**AIM OF THE EXERCISE:** In the data that follows, how many lines contain the word "Ilarion"? Give only that number.

---------- RECORD SET

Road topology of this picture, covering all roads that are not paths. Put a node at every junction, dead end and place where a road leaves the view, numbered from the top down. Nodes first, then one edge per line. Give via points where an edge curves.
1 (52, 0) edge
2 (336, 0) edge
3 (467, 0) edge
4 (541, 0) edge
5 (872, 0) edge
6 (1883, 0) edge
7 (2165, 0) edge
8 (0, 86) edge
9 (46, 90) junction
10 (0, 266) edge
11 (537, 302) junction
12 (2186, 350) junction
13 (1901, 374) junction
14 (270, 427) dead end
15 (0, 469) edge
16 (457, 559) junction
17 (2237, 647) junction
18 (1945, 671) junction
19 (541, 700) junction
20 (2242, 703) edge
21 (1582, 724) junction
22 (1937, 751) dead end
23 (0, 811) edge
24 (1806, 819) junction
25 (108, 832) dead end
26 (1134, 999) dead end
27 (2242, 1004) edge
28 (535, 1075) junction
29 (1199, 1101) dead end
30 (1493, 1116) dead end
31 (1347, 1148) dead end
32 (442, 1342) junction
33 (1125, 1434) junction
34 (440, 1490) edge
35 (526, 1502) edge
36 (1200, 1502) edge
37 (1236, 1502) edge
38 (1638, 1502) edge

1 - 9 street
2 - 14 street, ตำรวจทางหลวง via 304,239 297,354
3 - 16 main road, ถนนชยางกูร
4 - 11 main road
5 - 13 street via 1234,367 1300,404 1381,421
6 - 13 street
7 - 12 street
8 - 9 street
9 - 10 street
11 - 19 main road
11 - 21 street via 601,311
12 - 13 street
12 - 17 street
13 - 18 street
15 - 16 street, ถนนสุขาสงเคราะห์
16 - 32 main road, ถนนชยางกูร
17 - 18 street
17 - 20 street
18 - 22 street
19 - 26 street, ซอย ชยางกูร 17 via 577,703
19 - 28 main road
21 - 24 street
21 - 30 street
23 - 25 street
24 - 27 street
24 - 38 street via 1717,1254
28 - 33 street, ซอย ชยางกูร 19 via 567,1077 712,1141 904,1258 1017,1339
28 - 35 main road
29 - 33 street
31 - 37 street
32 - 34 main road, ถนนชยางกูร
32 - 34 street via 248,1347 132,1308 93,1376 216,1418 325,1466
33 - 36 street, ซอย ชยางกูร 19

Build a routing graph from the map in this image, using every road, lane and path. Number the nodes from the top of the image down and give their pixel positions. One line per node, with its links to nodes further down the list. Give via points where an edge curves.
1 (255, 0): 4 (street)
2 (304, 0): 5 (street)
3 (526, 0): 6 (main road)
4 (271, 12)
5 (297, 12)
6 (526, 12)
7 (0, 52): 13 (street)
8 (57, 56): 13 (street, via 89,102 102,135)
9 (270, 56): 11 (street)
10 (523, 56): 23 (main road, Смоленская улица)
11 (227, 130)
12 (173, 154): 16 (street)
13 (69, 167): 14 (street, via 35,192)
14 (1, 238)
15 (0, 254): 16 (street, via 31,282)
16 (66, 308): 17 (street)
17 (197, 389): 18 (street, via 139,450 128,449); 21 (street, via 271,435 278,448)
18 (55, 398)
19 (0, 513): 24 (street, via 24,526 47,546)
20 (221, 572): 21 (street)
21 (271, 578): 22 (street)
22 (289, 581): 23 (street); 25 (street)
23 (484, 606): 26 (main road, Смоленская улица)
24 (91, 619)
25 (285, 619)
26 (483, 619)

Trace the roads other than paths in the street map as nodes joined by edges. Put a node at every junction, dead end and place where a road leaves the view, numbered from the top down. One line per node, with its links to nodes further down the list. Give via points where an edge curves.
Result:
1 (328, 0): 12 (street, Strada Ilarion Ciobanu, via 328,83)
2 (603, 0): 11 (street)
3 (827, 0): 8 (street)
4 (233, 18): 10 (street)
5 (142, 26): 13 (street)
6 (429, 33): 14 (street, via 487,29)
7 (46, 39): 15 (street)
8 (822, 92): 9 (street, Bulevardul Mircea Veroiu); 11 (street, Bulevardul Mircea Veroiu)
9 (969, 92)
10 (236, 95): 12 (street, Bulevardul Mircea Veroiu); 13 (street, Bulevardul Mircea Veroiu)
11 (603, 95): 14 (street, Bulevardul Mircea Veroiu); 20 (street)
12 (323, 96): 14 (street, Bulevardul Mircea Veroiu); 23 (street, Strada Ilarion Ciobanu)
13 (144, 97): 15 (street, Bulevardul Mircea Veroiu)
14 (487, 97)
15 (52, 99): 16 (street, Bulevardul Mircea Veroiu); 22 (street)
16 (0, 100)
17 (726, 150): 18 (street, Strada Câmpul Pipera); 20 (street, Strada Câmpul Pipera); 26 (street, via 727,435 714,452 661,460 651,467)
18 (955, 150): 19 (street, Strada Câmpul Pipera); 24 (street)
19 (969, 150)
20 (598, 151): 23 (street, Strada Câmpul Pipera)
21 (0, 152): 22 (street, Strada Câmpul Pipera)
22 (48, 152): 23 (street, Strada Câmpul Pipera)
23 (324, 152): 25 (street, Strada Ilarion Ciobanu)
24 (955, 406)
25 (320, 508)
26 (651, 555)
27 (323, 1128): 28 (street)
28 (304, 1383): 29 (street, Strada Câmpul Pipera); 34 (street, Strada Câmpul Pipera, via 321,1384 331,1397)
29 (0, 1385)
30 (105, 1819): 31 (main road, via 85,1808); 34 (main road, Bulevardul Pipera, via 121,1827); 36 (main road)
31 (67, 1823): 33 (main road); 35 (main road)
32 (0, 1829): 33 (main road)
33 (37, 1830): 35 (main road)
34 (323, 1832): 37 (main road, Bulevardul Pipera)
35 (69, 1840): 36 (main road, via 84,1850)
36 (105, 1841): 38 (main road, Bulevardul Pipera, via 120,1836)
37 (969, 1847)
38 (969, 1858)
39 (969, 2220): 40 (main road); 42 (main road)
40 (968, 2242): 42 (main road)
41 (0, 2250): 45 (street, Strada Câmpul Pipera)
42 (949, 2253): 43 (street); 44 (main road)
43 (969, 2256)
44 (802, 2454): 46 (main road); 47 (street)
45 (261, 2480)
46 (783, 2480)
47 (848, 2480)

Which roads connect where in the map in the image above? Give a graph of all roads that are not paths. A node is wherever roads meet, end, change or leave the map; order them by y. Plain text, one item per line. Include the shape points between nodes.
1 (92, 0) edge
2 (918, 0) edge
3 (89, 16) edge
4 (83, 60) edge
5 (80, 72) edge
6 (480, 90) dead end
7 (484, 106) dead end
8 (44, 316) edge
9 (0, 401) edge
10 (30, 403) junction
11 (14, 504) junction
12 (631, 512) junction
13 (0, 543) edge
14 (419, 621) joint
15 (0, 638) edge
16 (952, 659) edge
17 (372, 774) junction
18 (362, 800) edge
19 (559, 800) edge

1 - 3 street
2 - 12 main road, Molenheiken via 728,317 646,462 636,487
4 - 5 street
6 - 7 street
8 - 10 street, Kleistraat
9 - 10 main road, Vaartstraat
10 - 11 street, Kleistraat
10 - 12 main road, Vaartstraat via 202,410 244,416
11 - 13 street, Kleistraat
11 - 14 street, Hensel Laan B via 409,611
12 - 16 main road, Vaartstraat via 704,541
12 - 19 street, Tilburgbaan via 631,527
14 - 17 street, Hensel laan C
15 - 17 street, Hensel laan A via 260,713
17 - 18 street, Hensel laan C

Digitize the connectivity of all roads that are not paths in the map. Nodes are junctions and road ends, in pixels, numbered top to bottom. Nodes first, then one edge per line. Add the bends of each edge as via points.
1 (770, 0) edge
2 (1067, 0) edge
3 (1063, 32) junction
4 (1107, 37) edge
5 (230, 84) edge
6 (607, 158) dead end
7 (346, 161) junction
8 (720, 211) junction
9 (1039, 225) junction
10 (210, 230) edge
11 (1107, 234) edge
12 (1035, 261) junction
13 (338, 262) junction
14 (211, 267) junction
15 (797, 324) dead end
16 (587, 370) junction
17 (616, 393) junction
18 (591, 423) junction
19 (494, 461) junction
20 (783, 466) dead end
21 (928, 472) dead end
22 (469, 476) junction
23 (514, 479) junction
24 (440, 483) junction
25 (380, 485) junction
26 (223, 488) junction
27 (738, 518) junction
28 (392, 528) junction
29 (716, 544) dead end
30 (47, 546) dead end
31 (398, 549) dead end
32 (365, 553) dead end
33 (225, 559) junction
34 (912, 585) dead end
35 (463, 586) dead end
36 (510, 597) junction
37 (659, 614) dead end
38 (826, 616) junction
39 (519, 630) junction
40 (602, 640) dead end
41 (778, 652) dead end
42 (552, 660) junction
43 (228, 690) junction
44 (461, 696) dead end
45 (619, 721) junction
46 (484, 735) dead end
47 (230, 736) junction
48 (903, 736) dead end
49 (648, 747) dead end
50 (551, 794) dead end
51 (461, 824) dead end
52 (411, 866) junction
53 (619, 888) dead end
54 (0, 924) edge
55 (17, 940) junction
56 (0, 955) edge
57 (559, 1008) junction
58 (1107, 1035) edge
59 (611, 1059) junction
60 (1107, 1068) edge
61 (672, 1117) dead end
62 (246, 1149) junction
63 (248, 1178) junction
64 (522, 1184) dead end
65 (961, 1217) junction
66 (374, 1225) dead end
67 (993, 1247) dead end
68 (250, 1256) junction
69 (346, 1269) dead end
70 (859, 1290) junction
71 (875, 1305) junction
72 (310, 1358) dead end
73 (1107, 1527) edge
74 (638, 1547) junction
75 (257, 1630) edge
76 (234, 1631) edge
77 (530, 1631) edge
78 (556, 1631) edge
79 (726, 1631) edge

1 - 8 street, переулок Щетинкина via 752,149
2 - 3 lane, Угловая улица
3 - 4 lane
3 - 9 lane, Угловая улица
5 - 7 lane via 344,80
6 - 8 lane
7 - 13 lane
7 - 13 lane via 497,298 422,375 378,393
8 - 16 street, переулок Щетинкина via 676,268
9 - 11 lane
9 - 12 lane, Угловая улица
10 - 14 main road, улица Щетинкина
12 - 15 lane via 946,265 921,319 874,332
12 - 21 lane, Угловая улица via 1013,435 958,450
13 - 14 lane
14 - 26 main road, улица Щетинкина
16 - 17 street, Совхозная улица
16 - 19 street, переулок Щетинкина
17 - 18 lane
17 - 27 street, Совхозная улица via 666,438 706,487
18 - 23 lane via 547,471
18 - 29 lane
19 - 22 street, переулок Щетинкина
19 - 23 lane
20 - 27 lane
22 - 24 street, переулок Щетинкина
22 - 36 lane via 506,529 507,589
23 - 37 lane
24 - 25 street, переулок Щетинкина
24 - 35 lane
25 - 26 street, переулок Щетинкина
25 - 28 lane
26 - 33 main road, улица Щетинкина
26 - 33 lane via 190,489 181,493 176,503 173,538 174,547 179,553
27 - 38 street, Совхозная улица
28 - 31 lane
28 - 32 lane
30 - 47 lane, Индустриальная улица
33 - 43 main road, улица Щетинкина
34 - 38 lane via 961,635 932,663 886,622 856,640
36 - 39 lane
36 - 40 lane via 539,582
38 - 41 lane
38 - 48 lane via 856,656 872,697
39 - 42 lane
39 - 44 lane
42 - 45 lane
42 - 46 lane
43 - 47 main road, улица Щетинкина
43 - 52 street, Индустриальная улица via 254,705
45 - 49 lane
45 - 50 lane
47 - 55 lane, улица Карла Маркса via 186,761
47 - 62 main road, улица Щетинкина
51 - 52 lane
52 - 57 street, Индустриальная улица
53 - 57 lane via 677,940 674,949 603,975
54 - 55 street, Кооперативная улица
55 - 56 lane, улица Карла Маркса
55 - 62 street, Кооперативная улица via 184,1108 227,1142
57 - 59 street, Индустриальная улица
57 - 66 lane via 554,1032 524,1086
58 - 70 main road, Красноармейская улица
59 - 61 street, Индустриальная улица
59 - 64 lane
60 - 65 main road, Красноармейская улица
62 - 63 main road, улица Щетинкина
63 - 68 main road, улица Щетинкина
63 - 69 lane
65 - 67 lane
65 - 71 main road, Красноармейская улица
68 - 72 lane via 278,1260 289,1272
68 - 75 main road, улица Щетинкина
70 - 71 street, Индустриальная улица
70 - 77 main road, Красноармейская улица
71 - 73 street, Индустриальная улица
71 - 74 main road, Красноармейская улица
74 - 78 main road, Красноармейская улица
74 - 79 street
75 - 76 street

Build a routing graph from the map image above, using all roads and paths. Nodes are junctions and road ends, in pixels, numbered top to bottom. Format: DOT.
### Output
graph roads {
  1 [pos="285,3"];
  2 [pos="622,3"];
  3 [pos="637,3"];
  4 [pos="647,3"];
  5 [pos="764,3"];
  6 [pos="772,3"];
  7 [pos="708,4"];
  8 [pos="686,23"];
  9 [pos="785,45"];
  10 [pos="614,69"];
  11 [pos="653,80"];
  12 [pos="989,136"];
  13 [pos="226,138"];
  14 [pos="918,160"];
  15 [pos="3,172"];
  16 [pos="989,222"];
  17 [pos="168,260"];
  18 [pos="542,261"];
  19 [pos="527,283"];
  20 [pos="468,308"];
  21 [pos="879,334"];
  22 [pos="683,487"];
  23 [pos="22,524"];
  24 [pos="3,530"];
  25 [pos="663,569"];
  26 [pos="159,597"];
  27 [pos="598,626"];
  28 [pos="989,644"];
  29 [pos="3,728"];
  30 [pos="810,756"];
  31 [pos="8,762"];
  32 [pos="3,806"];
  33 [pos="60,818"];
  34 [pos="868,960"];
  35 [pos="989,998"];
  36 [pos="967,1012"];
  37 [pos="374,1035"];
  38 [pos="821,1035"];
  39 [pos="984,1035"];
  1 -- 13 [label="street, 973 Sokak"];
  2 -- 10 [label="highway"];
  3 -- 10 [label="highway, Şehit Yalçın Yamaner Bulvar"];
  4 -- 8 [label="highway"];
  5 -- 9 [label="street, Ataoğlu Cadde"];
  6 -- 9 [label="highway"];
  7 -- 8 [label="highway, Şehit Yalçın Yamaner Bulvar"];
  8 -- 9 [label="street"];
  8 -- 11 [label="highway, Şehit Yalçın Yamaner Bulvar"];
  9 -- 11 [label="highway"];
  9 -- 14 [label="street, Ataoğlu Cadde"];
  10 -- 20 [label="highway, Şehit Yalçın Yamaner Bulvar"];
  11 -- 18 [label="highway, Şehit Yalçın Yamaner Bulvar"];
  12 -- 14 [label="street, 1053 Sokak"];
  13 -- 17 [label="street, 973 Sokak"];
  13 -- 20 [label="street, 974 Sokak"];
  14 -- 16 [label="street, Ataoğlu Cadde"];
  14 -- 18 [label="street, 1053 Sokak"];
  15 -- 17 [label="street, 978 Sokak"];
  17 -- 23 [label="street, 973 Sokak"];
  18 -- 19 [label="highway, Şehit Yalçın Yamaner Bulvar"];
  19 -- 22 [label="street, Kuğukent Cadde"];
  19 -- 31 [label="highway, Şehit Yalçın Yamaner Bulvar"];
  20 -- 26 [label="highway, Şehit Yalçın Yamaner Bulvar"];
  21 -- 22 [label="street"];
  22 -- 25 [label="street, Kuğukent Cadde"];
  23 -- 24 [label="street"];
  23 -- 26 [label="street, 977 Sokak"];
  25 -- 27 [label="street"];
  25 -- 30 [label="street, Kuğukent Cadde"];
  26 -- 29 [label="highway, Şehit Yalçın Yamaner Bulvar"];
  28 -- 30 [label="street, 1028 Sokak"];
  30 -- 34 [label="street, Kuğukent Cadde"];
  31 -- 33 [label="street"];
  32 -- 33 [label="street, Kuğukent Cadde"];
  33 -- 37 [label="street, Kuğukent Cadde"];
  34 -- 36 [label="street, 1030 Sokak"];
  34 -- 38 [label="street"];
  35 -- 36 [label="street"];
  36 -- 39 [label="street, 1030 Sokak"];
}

--------------------

**SOLUTION:** 3